Pressure gauges are a vital component in any system, helping users determine whether the process is running safely. Once they have been calibrated, pressure gauges are one of the most reliable tools for process monitoring and control. However, no matter how robust your pressure gauges may seem, eventually they will need replacing.
If you notice that you are fitting new gauges more often than you expect, it’s important to look for the cause of premature failure. A broken gauge can be the sign of something else in your system malfunctioning or working inefficiently, and not knowing whether a pressure gauge is reading accurately can lead to poor decision making.
Unsurprisingly, human error is one of the most common causes for mechanical components to fail or display incorrect readings. This could be a simple as installing the gauge incorrectly, installing the wrong type of gauge or accidentally damaging the instrument during inspection, calibration or use.
Make sure that the pressure gauge is installed somewhere with a low risk of damage. This includes making sure that it can be easily read – you don’t want someone forcing it into a different position just so they can see the meter better.
It might sound obvious, but if you’re using highly-corrosive media, check that your gauge is made from the right materials. If it isn’t designed to resist the substance that’s flowing through your system, the media will be damaging the internal mechanism of the gauge.
You may be able to replace your gauge with a more robust model or install a diaphragm seal that can tolerate the corrosive material in your process.
If you are working with media that is prone to build-up or crystallisation, it may be that your pressure gauge essentially becomes clogged. This is especially dangerous as a clogged gauge will typically ‘freeze’, indicating a safe reading when actually the system is under increasing pressure due to build-up.
Protect your pressure gauge by installing a diaphragm seal that uses flushing ports to keep the seal free from build-up.

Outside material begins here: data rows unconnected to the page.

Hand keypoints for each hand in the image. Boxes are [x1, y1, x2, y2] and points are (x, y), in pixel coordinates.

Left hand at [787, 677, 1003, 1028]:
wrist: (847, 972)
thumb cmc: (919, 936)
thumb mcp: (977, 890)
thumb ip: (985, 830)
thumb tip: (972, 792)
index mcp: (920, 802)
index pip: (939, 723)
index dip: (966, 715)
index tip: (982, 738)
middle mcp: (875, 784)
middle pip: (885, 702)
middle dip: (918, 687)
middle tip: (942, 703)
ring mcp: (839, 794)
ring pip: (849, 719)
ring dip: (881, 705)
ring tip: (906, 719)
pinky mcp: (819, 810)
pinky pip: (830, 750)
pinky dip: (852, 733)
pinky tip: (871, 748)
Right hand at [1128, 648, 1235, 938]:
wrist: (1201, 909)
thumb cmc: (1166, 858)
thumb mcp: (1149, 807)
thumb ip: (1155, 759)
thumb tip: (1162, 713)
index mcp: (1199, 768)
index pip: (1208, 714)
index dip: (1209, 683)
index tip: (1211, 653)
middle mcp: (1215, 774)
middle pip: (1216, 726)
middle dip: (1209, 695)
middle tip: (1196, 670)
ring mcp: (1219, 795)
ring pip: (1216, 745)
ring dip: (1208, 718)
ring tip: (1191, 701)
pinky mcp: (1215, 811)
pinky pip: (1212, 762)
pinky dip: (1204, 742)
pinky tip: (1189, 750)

Hopefully you have installed a gauge that is appropriate for your standard system pressure, however, check that it’s capable of tolerating abnormalities in the pressure flow too. For example, if the system relies on pumps that switched on and off or valves that open and close, the associated surges can cause the pressure gauge to spike, damaging it.

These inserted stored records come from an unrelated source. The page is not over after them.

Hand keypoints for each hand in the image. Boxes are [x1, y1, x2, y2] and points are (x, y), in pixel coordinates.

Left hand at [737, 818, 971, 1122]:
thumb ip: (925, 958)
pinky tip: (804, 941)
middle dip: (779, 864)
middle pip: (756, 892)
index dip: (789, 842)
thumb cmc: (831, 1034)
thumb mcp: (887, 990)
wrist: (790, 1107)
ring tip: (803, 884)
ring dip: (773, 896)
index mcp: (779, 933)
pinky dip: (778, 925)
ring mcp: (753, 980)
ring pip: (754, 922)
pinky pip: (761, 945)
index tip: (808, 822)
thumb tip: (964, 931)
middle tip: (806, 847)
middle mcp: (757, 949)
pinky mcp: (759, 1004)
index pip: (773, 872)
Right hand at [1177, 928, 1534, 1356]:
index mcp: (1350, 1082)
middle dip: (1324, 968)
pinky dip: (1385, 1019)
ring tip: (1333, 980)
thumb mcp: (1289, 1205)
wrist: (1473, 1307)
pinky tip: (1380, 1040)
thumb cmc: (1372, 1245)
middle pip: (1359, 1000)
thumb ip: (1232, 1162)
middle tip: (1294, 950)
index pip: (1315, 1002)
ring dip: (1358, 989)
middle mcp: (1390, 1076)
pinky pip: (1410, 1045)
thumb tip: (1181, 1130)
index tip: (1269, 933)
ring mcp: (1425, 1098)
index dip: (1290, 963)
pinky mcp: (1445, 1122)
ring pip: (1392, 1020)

Ensure that the maximum pressure tolerance for the gauge far exceeds the expected pressure in your system, so that occasional spikes or surges in delivery don’t cause problems.

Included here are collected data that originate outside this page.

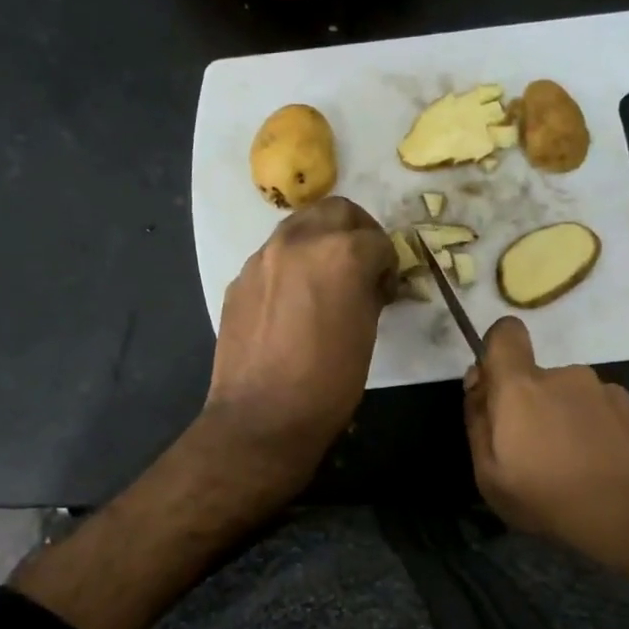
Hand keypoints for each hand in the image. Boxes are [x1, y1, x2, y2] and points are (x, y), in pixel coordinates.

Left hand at [205, 196, 396, 483]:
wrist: (261, 417)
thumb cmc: (328, 383)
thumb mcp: (367, 334)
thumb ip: (369, 292)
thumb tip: (368, 281)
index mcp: (340, 253)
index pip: (377, 239)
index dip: (389, 263)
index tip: (386, 288)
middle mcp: (298, 242)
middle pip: (335, 210)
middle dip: (356, 231)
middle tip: (362, 264)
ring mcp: (262, 258)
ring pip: (299, 226)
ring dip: (320, 240)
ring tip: (326, 278)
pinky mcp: (239, 279)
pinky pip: (272, 257)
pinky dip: (290, 265)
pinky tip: (293, 301)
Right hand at [464, 317, 628, 585]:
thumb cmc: (554, 503)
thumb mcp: (490, 477)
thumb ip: (477, 422)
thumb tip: (478, 385)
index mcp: (524, 387)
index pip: (505, 332)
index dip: (496, 352)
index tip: (496, 390)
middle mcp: (569, 377)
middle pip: (538, 378)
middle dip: (532, 407)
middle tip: (537, 456)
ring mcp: (611, 393)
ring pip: (575, 399)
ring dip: (568, 423)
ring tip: (577, 470)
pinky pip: (607, 416)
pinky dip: (600, 436)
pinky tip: (607, 473)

Pulsating media flowing through your pipes is damaging in the same way as overpressure. By causing your pressure gauge to rapidly spike with an overpressure reading, it will cause the internal mechanism to wear down faster than usual.
A ‘pressure snubber’ or restrictor will regulate the pressure of your media by restricting the size of the intake channel into the gauge. This will ultimately result in a smoother, more consistent reading as well an prolonging the life of the gauge.
In a pressurised environment, it’s not unusual for various parts of equipment to vibrate. However, continuous and excessive vibration can negatively affect your pressure gauges, incrementally damaging the pointer mechanism so that it moves off zero. You may also find that, depending on your gauge, it’s difficult to accurately read the pointer due to the excessive shaking from equipment vibrations.
To avoid this, install a vibration-resistant gauge that is filled with liquid or oil to dampen the effects of the vibration. Alternatively, you could affix the gauge to a remote, stationary mount and use a capillary line to connect it to your piping.
Make sure your gauge is rated for the temperatures it’s working at, otherwise you may find that extreme temperatures are causing faulty readings and damage. Excessive heat can cause metal joints to become loose and crack, while very low temperatures can affect the motion of a pressure gauge.
It’s common for industrial processes to use high-pressure steam at some point in the system. However, if these vapours are able to seep into the mechanism of your pressure gauge, they can cause the internal mechanism to weaken and eventually fail.
The best prevention for this is to install a mini-siphon that that cools hot gas and vapour in an internal chamber to minimise the effect on the gauge.
If you are having trouble with gauges that are repeatedly failing, these are the most common causes to look out for. Identifying the cause of the problem will not only alleviate your frustration, but make sure that your equipment is reading accurately for safer, more efficient processes.